Mai 1997. Une délégation de la Chambre de Commerce et d’Industrie de Paris fait un voyage d’étude aux États-Unis. Son périple l’amène à Santa Cruz, Californie, chez Oracle, un des plus importants éditeurs mondiaux de logiciels de bases de données. Au début de la visite, leur hôte les fait patienter près des machines à « coke » dans un espace qui tient lieu de cafétéria. L’un des membres de la délégation est intrigué par un jeune couple qui devise derrière une table sur laquelle se trouve des prospectus luxueux. À côté d’eux se trouve une dame à l’allure très distinguée. Il s’approche :

— Que faites-vous ? demande-t-il, en prenant un des prospectus. La dame distinguée et très souriante lui répond qu’elle dirige une agence spécialisée pour les Busy People. Mine interrogative. Un dialogue s’amorce :

— Nous faisons office d’agence matrimoniale et relationnelle pour les personnels des entreprises. Ils travaillent trop pour s’en occuper eux-mêmes. Nous aidons les personnels à faire connaissance et à se fréquenter. C’est la compagnie Oracle qui prend en charge les frais.

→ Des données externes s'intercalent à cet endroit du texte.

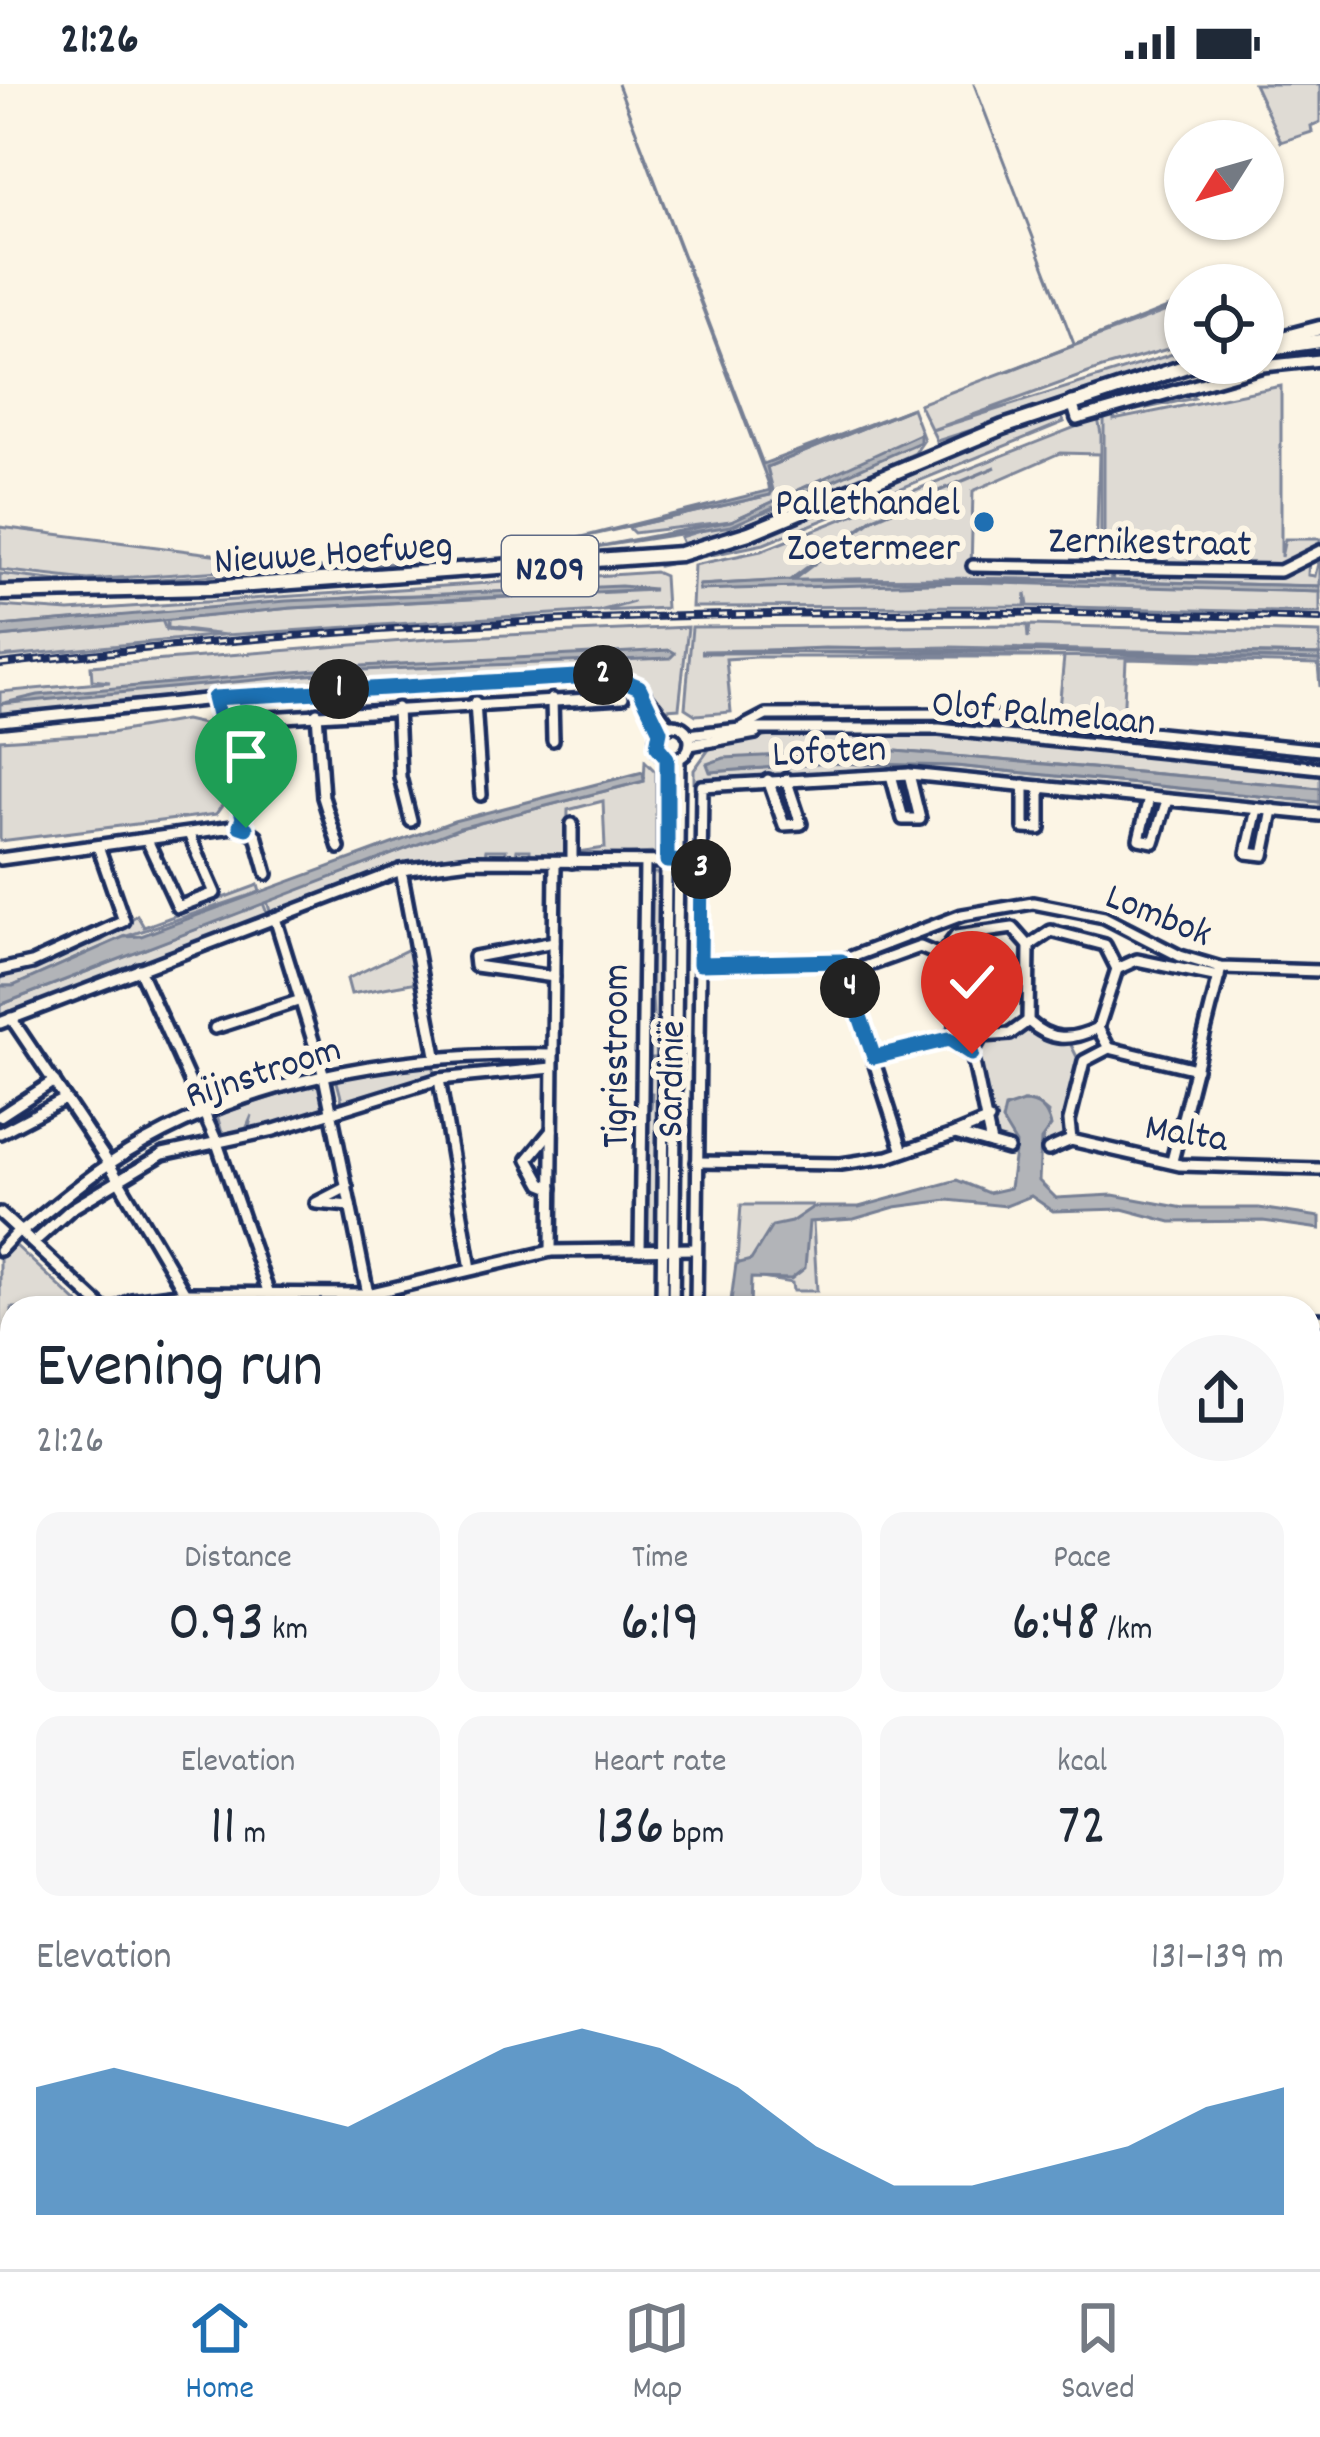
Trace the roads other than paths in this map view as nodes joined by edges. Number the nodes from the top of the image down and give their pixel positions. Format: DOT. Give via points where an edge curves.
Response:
graph roads {
  1 [pos="1320,328"];
  2 [pos="1284,339"];
  3 [pos="1320,341"];
  4 [pos="1284,344"];
  5 [pos="1320,360"];
  6 [pos="1164,373"];
  7 [pos="1072,402"];
  8 [pos="1320,551"];
  9 [pos="973,566"];
  10 [pos="0,593"];
  11 [pos="623,697"];
  12 [pos="214,698"];
  13 [pos="552,699"];
  14 [pos="475,702"];
  15 [pos="397,708"];
  16 [pos="317,713"];
  17 [pos="0,721"];
  18 [pos="216,722"];
  19 [pos="665,728"];
  20 [pos="740,729"];
  21 [pos="770,730"];
  22 [pos="554,740"];
  23 [pos="689,740"];
  24 [pos="1320,750"];
  25 [pos="673,758"];
  26 [pos="1317,766"];
  27 [pos="909,774"];
  28 [pos="891,775"];
  29 [pos="786,779"];
  30 [pos="768,780"];
  31 [pos="708,785"];
  32 [pos="1024,785"];
  33 [pos="1040,787"];
  34 [pos="481,796"];
  35 [pos="1149,798"];
  36 [pos="1166,800"];
  37 [pos="1257,809"];
  38 [pos="1273,810"];
  39 [pos="1320,815"];
  40 [pos="411,820"];
  41 [pos="572,824"];
  42 [pos="240,826"];
  43 [pos="190,836"];
  44 [pos="147,840"];
  45 [pos="98,846"];
  46 [pos="339,848"];
  47 [pos="0,859"];
  48 [pos="672,861"];
  49 [pos="556,862"];
  50 [pos="572,862"];
  51 [pos="645,862"];
  52 [pos="701,862"];
  53 [pos="401,870"];
  54 [pos="267,874"];
  55 [pos="275,918"];
  56 [pos="915,934"];
  57 [pos="554,942"];
  58 [pos="1159,945"];
  59 [pos="1029,946"];
  60 [pos="920,947"];
  61 [pos="497,953"];
  62 [pos="940,956"];
  63 [pos="1137,960"];
  64 [pos="841,961"];
  65 [pos="700,964"];
  66 [pos="139,969"];
  67 [pos="497,969"];
  68 [pos="1117,969"];
  69 [pos="0,970"];
  70 [pos="1320,971"];
  71 [pos="1220,973"];
  72 [pos="845,974"];
  73 [pos="554,977"];
  74 [pos="301,1000"];
  75 [pos="6,1021"];
  76 [pos="1028,1021"];
  77 [pos="958,1023"];
  78 [pos="215,1028"];
  79 [pos="1098,1028"];
  80 [pos="982,1036"];
  81 [pos="949,1039"];
  82 [pos="1074,1040"];
  83 [pos="1109,1048"];
  84 [pos="552,1054"];
  85 [pos="972,1054"];
  86 [pos="436,1055"];
  87 [pos="874,1057"];
  88 [pos="1084,1061"];
  89 [pos="553,1068"];
  90 [pos="1196,1069"];
  91 [pos="324,1076"];
  92 [pos="440,1079"];
  93 [pos="54,1081"];
  94 [pos="65,1100"];
  95 [pos="21,1102"];
  96 [pos="332,1113"];
  97 [pos="206,1115"];
  98 [pos="0,1116"];
  99 [pos="989,1120"];
  100 [pos="21,1122"];
  101 [pos="552,1130"];
  102 [pos="0,1133"];
  103 [pos="956,1134"];
  104 [pos="216,1140"];
  105 [pos="1071,1140"];
  106 [pos="991,1144"];
  107 [pos="902,1149"];
  108 [pos="1008,1149"];
  109 [pos="1048,1150"];
  110 [pos="1172,1160"];
  111 [pos="697,1162"];
  112 [pos="109,1164"];
  113 [pos="1320,1169"];
  114 [pos="118,1177"];
  115 [pos="347,1187"];
  116 [pos="552,1188"];
  117 [pos="350,1206"];
  118 [pos="0,1213"];
  119 [pos="20,1231"];
  120 [pos="33,1243"];
  121 [pos="669,1249"];
  122 [pos="696,1249"];
  123 [pos="0,1250"];
  124 [pos="640,1250"];
  125 [pos="551,1251"];
  126 [pos="471,1269"];
  127 [pos="185,1292"];
  128 [pos="269,1294"];
  129 [pos="368,1294"];
  130 [pos="91,1296"];
  131 [pos="158,1296"];
  132 [pos="663,1296"];
  133 [pos="672,1296"];
  134 [pos="695,1296"];
  1 -- 2 [label="main road"];
  3 -- 4 [label="main road"];
  5 -- 7 [label="street, Nieuwe Hoefweg" via="1263,365 1077,418"];
  6 -- 7 [label="main road, Nieuwe Hoefweg / N209"];
  7 -- 10 [label="main road, Nieuwe Hoefweg / N209" via="680,554 209,588"];
  8 -- 9 [label="street, Zernikestraat" via="1280,571"];
  11 -- 13 [label="street"];
  12 -- 17 [label="street"];
  12 -- 18 [label="street"];
  12 -- 19 [label="street" via="610,675 639,687"];
  13 -- 14 [label="street"];
  13 -- 22 [label="street"];
  14 -- 15 [label="street"];
  14 -- 34 [label="street"];
  15 -- 16 [label="street"];
  15 -- 40 [label="street"];
  16 -- 18 [label="street"];
  16 -- 46 [label="street" via="323,797"];
  18 -- 42 [label="street"];
  19 -- 23 [label="street"];
  19 -- 25 [label="street" via="657,746"];
  20 -- 21 [label="street, Olof Palmelaan"];
  20 -- 23 [label="street, Olof Palmelaan"];
  20 -- 24 [label="street" via="766,715 930,712"];
  21 -- 23 [label="street, Olof Palmelaan"];
  21 -- 26 [label="street, Olof Palmelaan" via="939,729"];
  23 -- 25 [label="street"];
  25 -- 48 [label="street"];
  27 -- 28 [label="street, Lofoten"];
  27 -- 28 [label="street" via="920,819 903,819"];
  27 -- 32 [label="street, Lofoten"];
  28 -- 29 [label="street, Lofoten"];
  29 -- 30 [label="street, Lofoten"];
  29 -- 30 [label="street" via="801,824 784,825"];
  30 -- 31 [label="street, Lofoten"];
  31 -- 52 [label="street, Sardinië" via="700,790"];
  32 -- 33 [label="street, Lofoten"];
  32 -- 33 [label="street" via="1024,828 1040,829"];
  33 -- 35 [label="street, Lofoten"];
  35 -- 36 [label="street, Lofoten"];
  35 -- 36 [label="street" via="1139,839 1154,842"];
  36 -- 37 [label="street, Lofoten"];
  37 -- 38 [label="street, Lofoten"];
  37 -- 38 [label="street" via="1247,853 1264,855"];
  38 -- 39 [label="street, Lofoten"];
  41 -- 50 [label="street"];
  42 -- 43 [label="street"];
  42 -- 54 [label="street" via="256,835"];
  43 -- 44 [label="street"];
  43 -- 44 [label="street" via="214,893 178,907"];
  44 -- 45 [label="street"];
  45 -- 47 [label="street"];
  45 -- 69 [label="street" via="124,921"];
  48 -- 51 [label="street"];
  48 -- 52 [label="street"];
  48 -- 121 [label="street"];
  49 -- 50 [label="street"];
  49 -- 53 [label="street"];
  49 -- 57 [label="street"];
  50 -- 51 [label="street"];
  51 -- 124 [label="street, Tigrisstroom"];
  52 -- 65 [label="street, Sardinië"];
  53 -- 55 [label="street"];
  53 -- 86 [label="street"];
  55 -- 66 [label="street"];
  55 -- 74 [label="street"];
  56 -- 58 [label="street, Lombok" via="962,915 1033,903 1104,917"];
  56 -- 60 [label="street"];
  56 -- 64 [label="street, Lombok"];
  57 -- 61 [label="street"];
  57 -- 73 [label="street"];
  58 -- 63 [label="street"];
  58 -- 71 [label="street, Lombok"];
  59 -- 62 [label="street, Lombok" via="1012,928 956,936"];
  59 -- 68 [label="street, Lombok" via="1051,931 1106,945"];
  59 -- 76 [label="street"];
  60 -- 62 [label="street"];
  60 -- 72 [label="street"];
  61 -- 67 [label="street"];
  61 -- 67 [label="street" via="475,957 476,966"];
  62 -- 77 [label="street"];
  63 -- 68 [label="street"];
  63 -- 71 [label="street"];
  64 -- 65 [label="street, Lombok"];
  64 -- 72 [label="street"];
  65 -- 111 [label="street, Sardinië"];
  66 -- 75 [label="street"];
  66 -- 97 [label="street"];
  67 -- 73 [label="street"];
  68 -- 79 [label="street"];
  70 -- 71 [label="street, Lombok"];
  71 -- 90 [label="street"];
  72 -- 87 [label="street"];
  73 -- 84 [label="street"];
  74 -- 78 [label="street"];
  74 -- 91 [label="street"];
  75 -- 93 [label="street"];
  76 -- 80 [label="street" via="1010,1034"];
  76 -- 82 [label="street" via="1042,1034"];
  77 -- 80 [label="street"];
  77 -- 81 [label="street"];
  79 -- 82 [label="street"];
  79 -- 83 [label="street"];
  80 -- 85 [label="street"];
  81 -- 85 [label="street"];
  81 -- 87 [label="street"];
  82 -- 88 [label="street"];
  83 -- 88 [label="street"];
  83 -- 90 [label="street"];
  84 -- 86 [label="street, Rijnstroom"];
  84 -- 89 [label="street"];
  85 -- 99 [label="street"];
  86 -- 91 [label="street, Rijnstroom"];
  87 -- 107 [label="street"];
  88 -- 105 [label="street"];
  89 -- 92 [label="street"];
  89 -- 101 [label="street"];
  90 -- 110 [label="street"];
  91 -- 96 [label="street"];
  91 -- 97 [label="street, Rijnstroom"];
  92 -- 96 [label="street"];
  92 -- 126 [label="street"];
  93 -- 94 [label="street"];
  93 -- 95 [label="street"];
  94 -- 100 [label="street"];
  94 -- 112 [label="street"];
  95 -- 98 [label="street"];
  95 -- 100 [label="street"];
  96 -- 104 [label="street"];
  96 -- 115 [label="street"];
  97 -- 104 [label="street"];
  97 -- 112 [label="street, Rijnstroom"];
  99 -- 103 [label="street"];
  99 -- 106 [label="street"];
  100 -- 102 [label="street"];
  101 -- 116 [label="street"];
  101 -- 116 [label="street" via="528,1160"];
  103 -- 106 [label="street"];
  103 -- 107 [label="street"];
  104 -- 114 [label="street"];
  104 -- 128 [label="street"];
  105 -- 109 [label="street"];
  105 -- 110 [label="street, Malta"];
  106 -- 108 [label="street"];
  107 -- 111 [label="street" via="841,1164"];
  110 -- 113 [label="street, Malta" via="1220,1169"];
  111 -- 122 [label="street, Sardinië"];
  112 -- 114 [label="street"];
  112 -- 119 [label="street, Rijnstroom"];
  114 -- 120 [label="street"];
  114 -- 127 [label="street"];
  115 -- 117 [label="street"];
  115 -- 117 [label="street" via="316,1203"];
  116 -- 125 [label="street"];
  117 -- 129 [label="street"];
  118 -- 119 [label="street"];
  119 -- 120 [label="street"];
  119 -- 123 [label="street, Rijnstroom"];
  120 -- 130 [label="street"];
  121 -- 122 [label="street"];
  121 -- 124 [label="street"];
  121 -- 132 [label="street"];
  121 -- 133 [label="street"];
  122 -- 134 [label="street, Sardinië"];
  124 -- 125 [label="street"];
  125 -- 126 [label="street"];
  126 -- 129 [label="street"];
  127 -- 128 [label="street"];
  127 -- 131 [label="street"];
  128 -- 129 [label="street"];
}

— Et qui est le jeune couple ?

— C’est le couple témoin[1]. Tête stupéfaite de notre français. Faut-il que le temps leur manque, à ces obsédés du travail de toutes nations, de toutes entreprises, pour que naissent de si étranges commerces de la mise en relation !  A l’époque je tentais déjà de sensibiliser mes interlocuteurs sur la nécessité de mettre en place des outils et des ressources dédiés au bien être des salariés. Mon propos se voulait simple : de fonctionnelle, l’entreprise devenait relationnelle et je posais la question suivante à l’occasion de la conférence annuelle de l’ARSEG (L’Association des Directeurs de l’Environnement de travail) à l’été 2003 : Est-ce qu’une entreprise où il fait bon travailler n’est pas d’abord celle qui vous facilite la vie à une époque où le temps brasse indifféremment des temps de travail et des temps personnels ? C’est la question que je posais

Nos contemporains naviguent en permanence entre désirs inassouvis et besoins de se sentir aimés, respectés, valorisés. Le confinent imposé par la pandémie du Covid aura limité les interactions sociales. Ce qui a exacerbé ce sentiment de ne pas compter ou moins dans la « tribu professionnelle … Le télétravail aura été un pis-aller pour une majorité qui aura perdu ses repères habituels. Beaucoup renforceront ce sentiment de « perdre leur vie à la gagner ». Cet état d’esprit tient à ce que l’entreprise reste majoritairement un ensemble « fonctionnel » qui se doit d’être productif plus qu’une organisation humaine qui solidairement rend service à la communauté. Un objectif qui a disparu avec l’industrialisation et la consommation et la production de masse. Le nombre tue l’individu, le fait disparaitre, l’anéantit au bénéfice du « machin » qui réagit à la demande des marchés.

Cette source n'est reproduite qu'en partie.